Mi barrio es un espacio bien delimitado entre dos zonas de expansión de la ciudad. Dicho de otro modo; es una especie de remanso de calles estrechas y sombreadas, de edificios de poca altura, que se enmarca entre dos grandes avenidas con mucho tráfico y construcciones de gran altura y aire muy contemporáneo.
Eso significa que quienes viven en mi barrio llevan allí más de cuarenta años, como media, se conocen perfectamente y han sido testigos unos y otros de las vidas de sus vecinos. Podría decirse que simplemente se reconocen entre sí por el aire que desplazan al moverse. Pero, y ahí está la paradoja, no les es tan fácil reconocerse, desde que vamos todos enmascarados.
Desde que todos llevamos la mascarilla, me cruzo con gente que me mira a los ojos de manera insistente y, al más leve gesto mío, me saluda, aunque soy consciente de que no nos conocemos. Posiblemente, después de años y años de saludarse y de preguntarse por la familia y los acontecimientos menudos de la vida de cada cual, este enmascaramiento que les impide reconocerse al primer vistazo, les obliga a mirar con detenimiento quién tienen delante o con quién se están cruzando, no vaya a ser que, después de años de relación de vecindad ahora se cree una rencilla inesperada e indeseada por una simple mascarilla.
En cuanto alguien me mira fijamente a los ojos, he decidido saludar, no por engañar, sino por agradecer que me miren a los ojos, cuando antes, como no me conocían, ni siquiera me miraban a la cara.
Con este asunto del distanciamiento social y el no tocarse, se está dando otro fenómeno; no sabemos cómo saludarnos, sobre todo los que nos conocemos desde hace algún tiempo. Ya he hablado en otro sitio de los besos y los abrazos que, de momento, han de quedar postpuestos. Pero, como somos de tocar, la gente no se resigna a quedarse a distancia y no hacer una señal de que nos quieren abrazar o al menos establecer algún tipo de contacto.

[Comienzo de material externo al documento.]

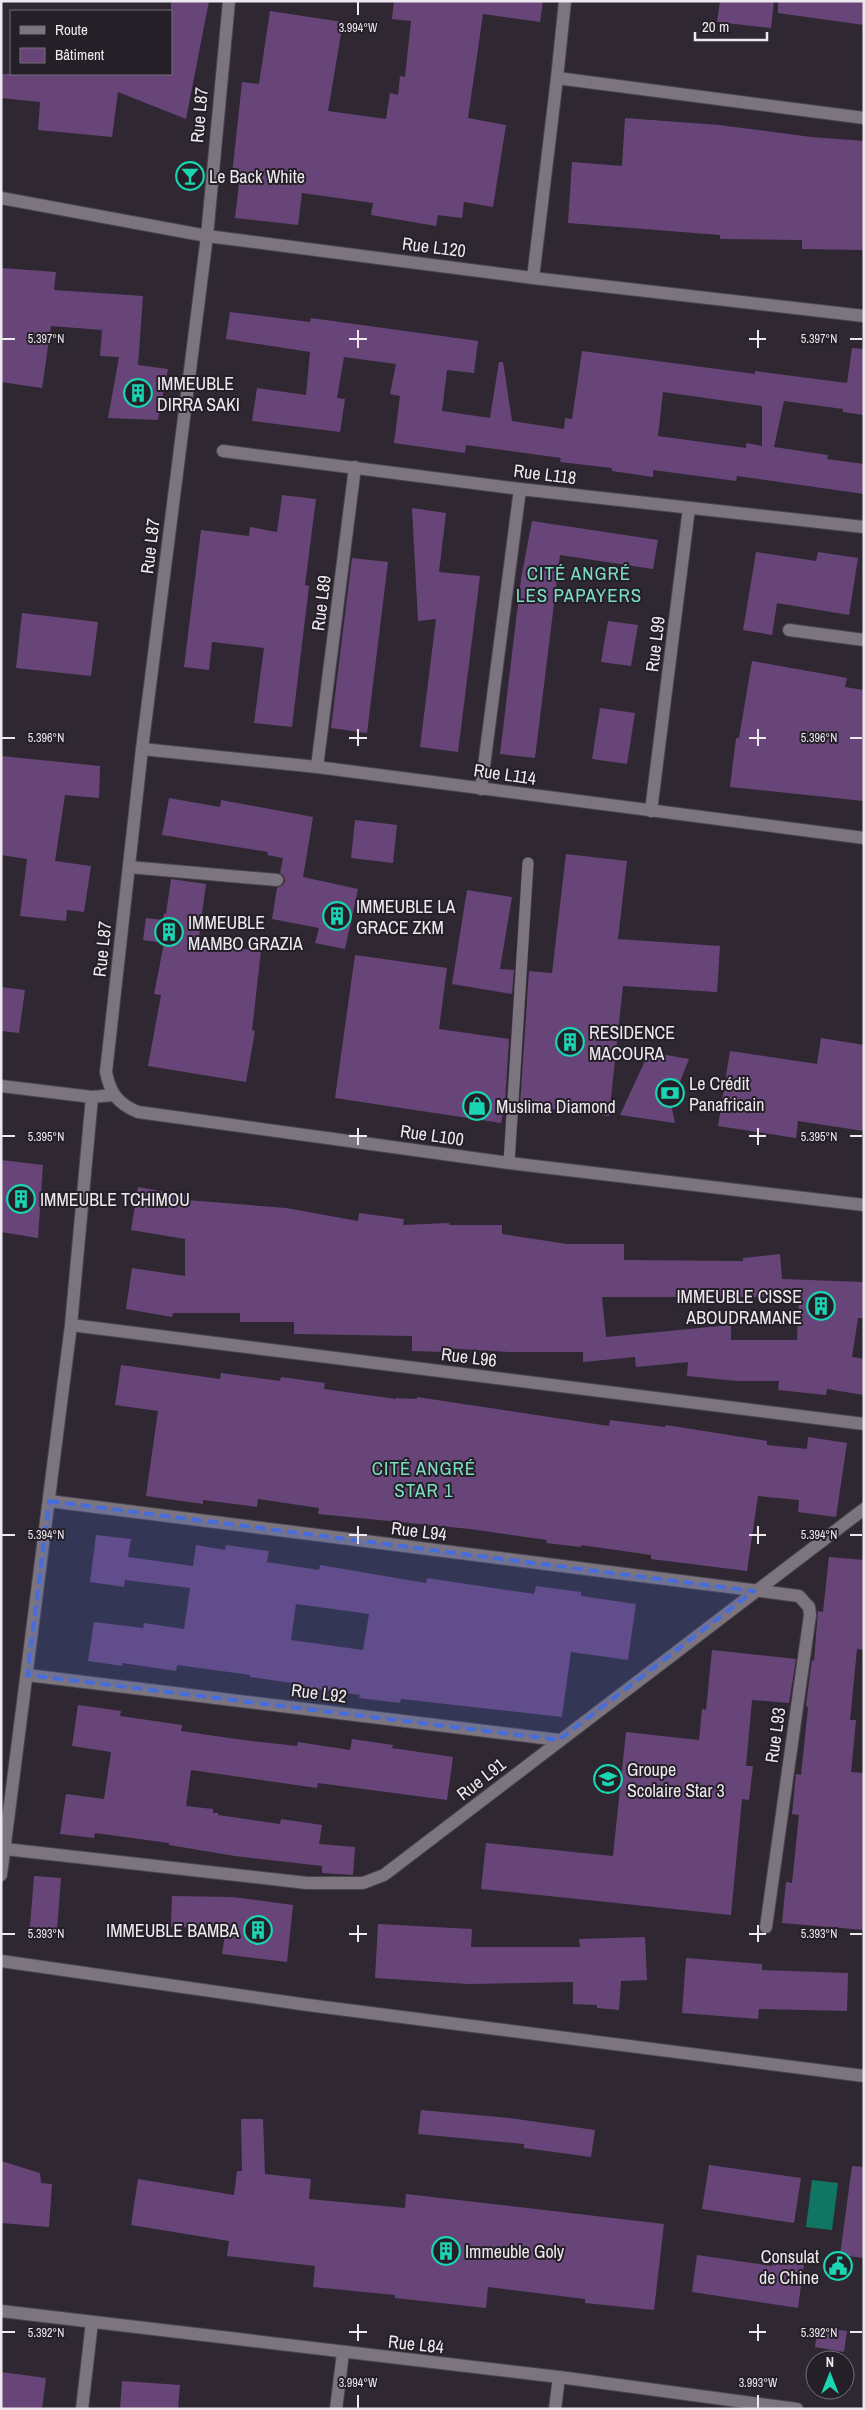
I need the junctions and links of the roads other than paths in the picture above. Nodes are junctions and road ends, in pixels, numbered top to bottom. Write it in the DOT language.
graph roads {
  1 [pos="228,1"];
  2 [pos="565,1"];
  3 [pos="557,78"];
  4 [pos="864,118"];
  5 [pos="1,198"];
  6 [pos="207,236"];
  7 [pos="533,278"];
  8 [pos="864,316"];
  9 [pos="223,451"];
  10 [pos="355,467"];
  11 [pos="520,489"];
  12 [pos="689,508"];
  13 [pos="864,527"];
  14 [pos="789,630"];
  15 [pos="864,640"];
  16 [pos="142,749"];
  17 [pos="317,767"];
  18 [pos="481,789"];
  19 [pos="651,812"];
  20 [pos="864,838"];
  21 [pos="528,863"];
  22 [pos="129,867"];
  23 [pos="277,880"];
  24 [pos="1,1086"];
  25 [pos="113,1095"];
  26 [pos="92,1096"];
  27 [pos="509,1163"];
  28 [pos="864,1205"];
  29 [pos="71,1325"];
  30 [pos="864,1424"];
  31 [pos="49,1501"];
  32 [pos="864,1509"];
  33 [pos="754,1591"];
  34 [pos="27,1675"];
  35 [pos="559,1740"];
  36 [pos="5,1849"];
  37 [pos="1,1875"];
  38 [pos="766,1927"];
  39 [pos="1,1961"];
  40 [pos="864,2076"];
  41 [pos="1,2311"];
  42 [pos="92,2322"];
  43 [pos="343,2353"];
  44 [pos="559,2377"];
  45 [pos="771,2407"];
  46 [pos="82,2409"];
  47 [pos="336,2409"];
  48 [pos="555,2409"];
  49 [pos="796,2409"];
  1 -- 6 [label="street, Rue L87"];
  2 -- 3 [label="street"];
  3 -- 4 [label="street"];
  3 -- 7 [label="street"];
  5 -- 6 [label="street, Rue L120"];
  6 -- 7 [label="street, Rue L120"];
  6 -- 16 [label="street, Rue L87"];
  7 -- 8 [label="street, Rue L120"];
  9 -- 10 [label="street, Rue L118"];
  10 -- 11 [label="street, Rue L118"];
  10 -- 17 [label="street, Rue L89"];
  11 -- 12 [label="street, Rue L118"];
  11 -- 18 [label="street"];
  12 -- 13 [label="street, Rue L118"];
  12 -- 19 [label="street, Rue L99"];
  14 -- 15 [label="street"];
  16 -- 17 [label="street, Rue L114"];
  16 -- 22 [label="street, Rue L87"];
  17 -- 18 [label="street, Rue L114"];
  18 -- 19 [label="street, Rue L114"];
  19 -- 20 [label="street, Rue L114"];
  21 -- 27 [label="lane"];
  22 -- 23 [label="street"];
  22 -- 25 [label="street, Rue L87"];
  24 -- 26 [label="street"];
  25 -- 26 [label="street"];
  25 -- 27 [label="street, Rue L100"];
  26 -- 29 [label="street"];
  27 -- 28 [label="street, Rue L100"];
  29 -- 30 [label="street, Rue L96"];
  29 -- 31 [label="street"];
  31 -- 33 [label="street, Rue L94"];
  31 -- 34 [label="street"];
  32 -- 33 [label="street, Rue L91"];
  33 -- 35 [label="street, Rue L91"];
  33 -- 38 [label="street, Rue L93"];
  34 -- 35 [label="street, Rue L92"];
  34 -- 36 [label="street"];
  35 -- 36 [label="street, Rue L91"];
  36 -- 37 [label="street"];
  39 -- 40 [label="street"];
  41 -- 42 [label="street, Rue L84"];
  42 -- 43 [label="street, Rue L84"];
  42 -- 46 [label="street"];
  43 -- 44 [label="street, Rue L84"];
  43 -- 47 [label="street"];
  44 -- 45 [label="street, Rue L84"];
  44 -- 48 [label="street"];
  45 -- 49 [label="street, Rue L84"];
}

Empiezan, pues a practicarse dos tipos de saludo, a cada cual más inconveniente desde mi modesta opinión.
El primero de los gestos supone tocarse los pies. Es decir, levantar un pie y con él tocar el pie del saludado, quien a su vez también permanece con un solo pie apoyado en el suelo, en una especie de paso de danza poco airoso. Considero que estéticamente es un gesto feo, pero además me parece peligroso. Las personas mayores no estamos para ir haciendo equilibrios por ahí ni para quedarnos con un pie en el aire como las grullas. Cuanto mejor tengamos los pies, los dos, apoyados en el suelo, mejor para evitar accidentes.
El otro gesto es tocar con el codo propio, el codo del saludado. Es decir, darse un codazo. Este gesto era habitual cuando, en silencio, queríamos señalar sin decir palabra los defectos o la presencia poco grata o escandalosa de alguien que no era precisamente amigo nuestro. También servía para advertir a quien nos acompañaba de que con sus palabras o actitud estaba metiendo la pata en un momento dado. Me cuesta trabajo reconvertirlo en un gesto cordial de acogida, cuando en realidad significaba todo lo contrario; más bien rechazo.
En España hubo ocho siglos de presencia musulmana. Como se sabe, aunque de manera lejana, esos musulmanes, que procedían de oriente medio, eran en su origen árabes y uno de los gestos habituales de saludo en el mundo árabe, además de darse la mano o besarse, es el de llevarse la mano al pecho, a la altura del corazón, al tiempo que se inclina la cabeza en señal de respeto.
Mi propuesta es pues que hagamos ese gesto para saludarnos unos a otros: Llevemos nuestra mano al corazón e inclinemos la cabeza en lugar de hacer extraños y poco elegantes pasos de baile o codazos equívocos.
De este modo nuestro saludo será más cortés, al tiempo que recuperamos un hábito que fue común entre las tradiciones de nuestra tierra.